Factors affecting the distortion are the design of the tracing mechanism, the slowdown caused by the tracing, and the interruption of the traced programs in order to execute trace extraction and analysis code.
For a trace to accurately represent real execution, there must be no gaps in the trace. These gaps may be introduced from interruptions during trace extraction and analysis.
If the user program is not time-dependent we don't have any issues with seamlessness. Code can be stopped and resumed from the same point once the trace buffer has been emptied. But this is not the case when the kernel is being traced. The kernel cannot be prevented from executing. Moreover, trace should include code that services interrupts belonging to the traced process. In such cases, we have to place tracing code by hand carefully that turns off tracing prior to the execution of the analysis program.

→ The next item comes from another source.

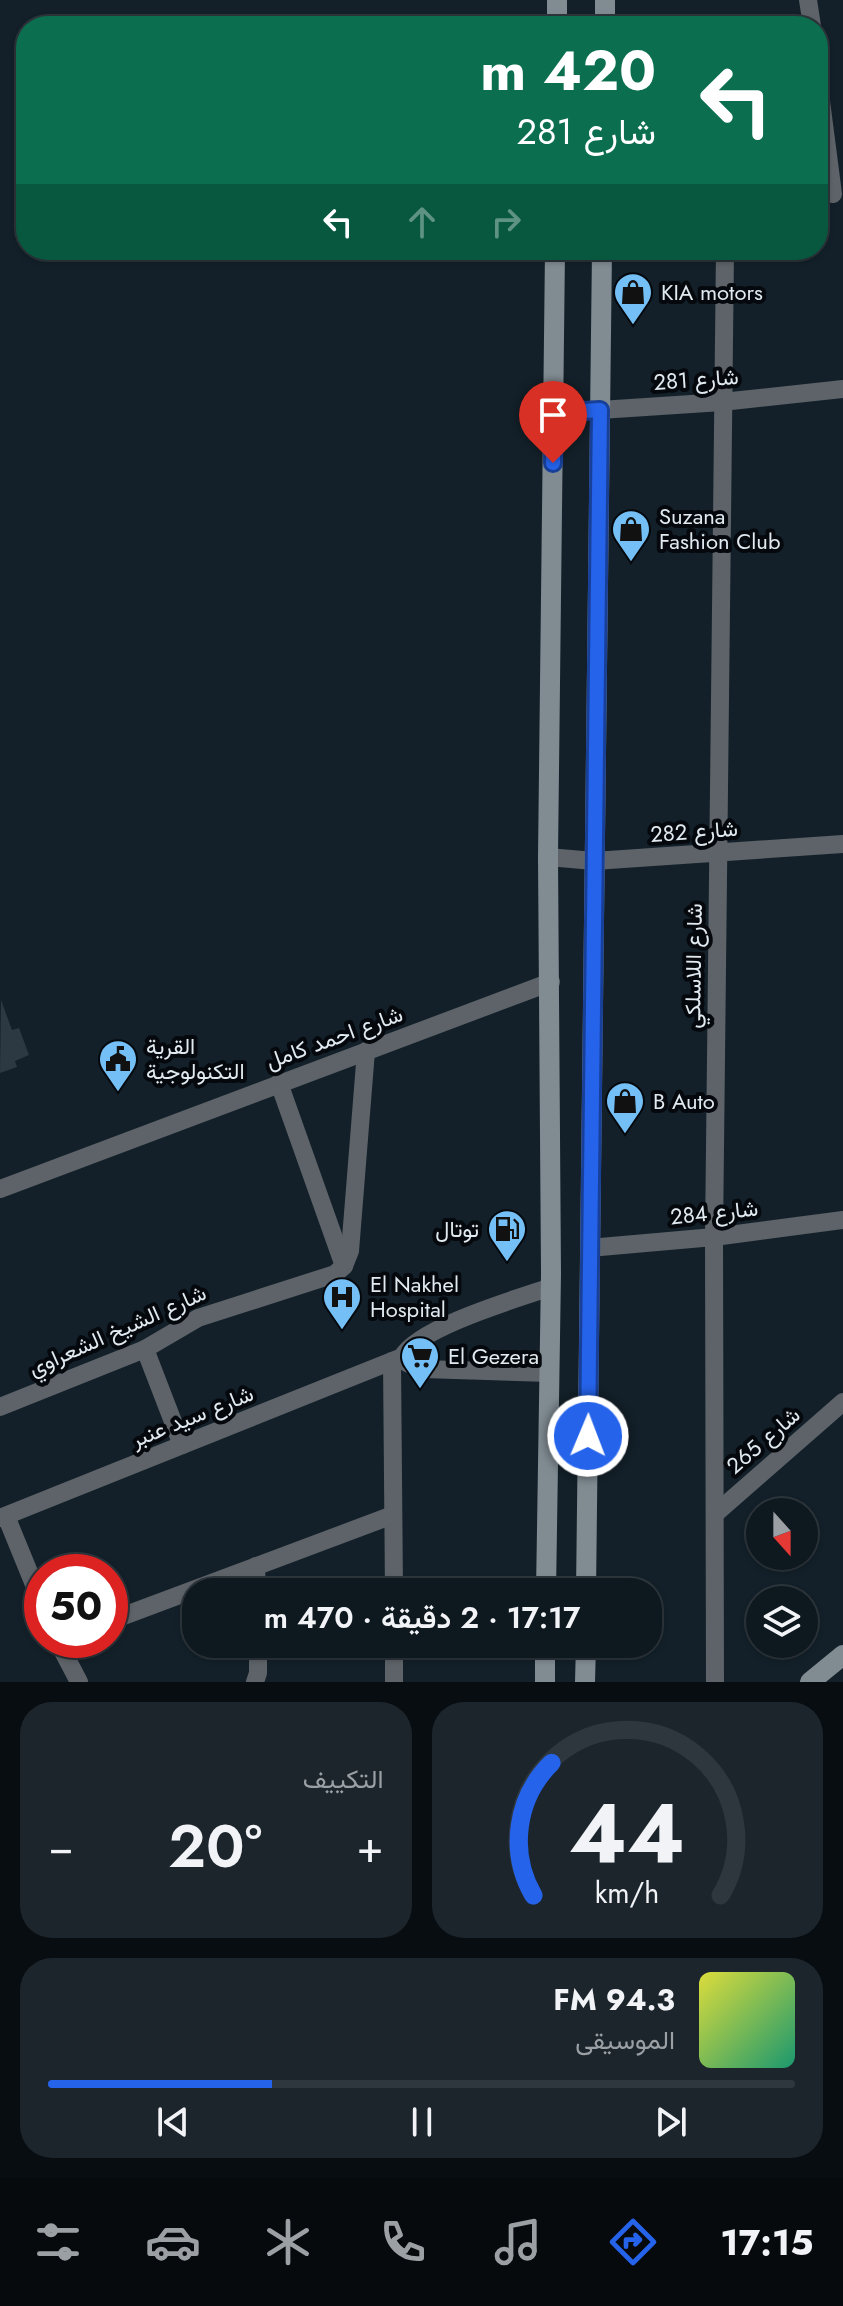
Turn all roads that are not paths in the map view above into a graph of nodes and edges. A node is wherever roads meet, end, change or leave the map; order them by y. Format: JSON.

Another inaccuracy results from tracing code that is solely an artifact of tracing. This happens only during kernel tracing and not during user mode process because in the user program execution, the only extra code is the trace code itself. As an example, a TLB fault might occur whenever a user process first references a new page of the trace buffer. This would be captured in a kernel trace of the TLB fault handler. If the trace of the faulty handler was sufficiently long, the next user reference to the trace buffer could be to the next page in the buffer and that would cause another TLB fault. This would make a nasty loop of filling the trace buffer with faulty execution traces.
To solve this problem, we cannot merely turn off the tracing when the user's trace code is entered because there there may be other types of interrupts that may need to be traced. It is also possible for multiple interrupts on a single trip to kernel.To selectively decide what to trace, the tracing assembler code is instrumented to turn off tracing whenever a TLB fault occurs on an address that is within the range of the trace buffer.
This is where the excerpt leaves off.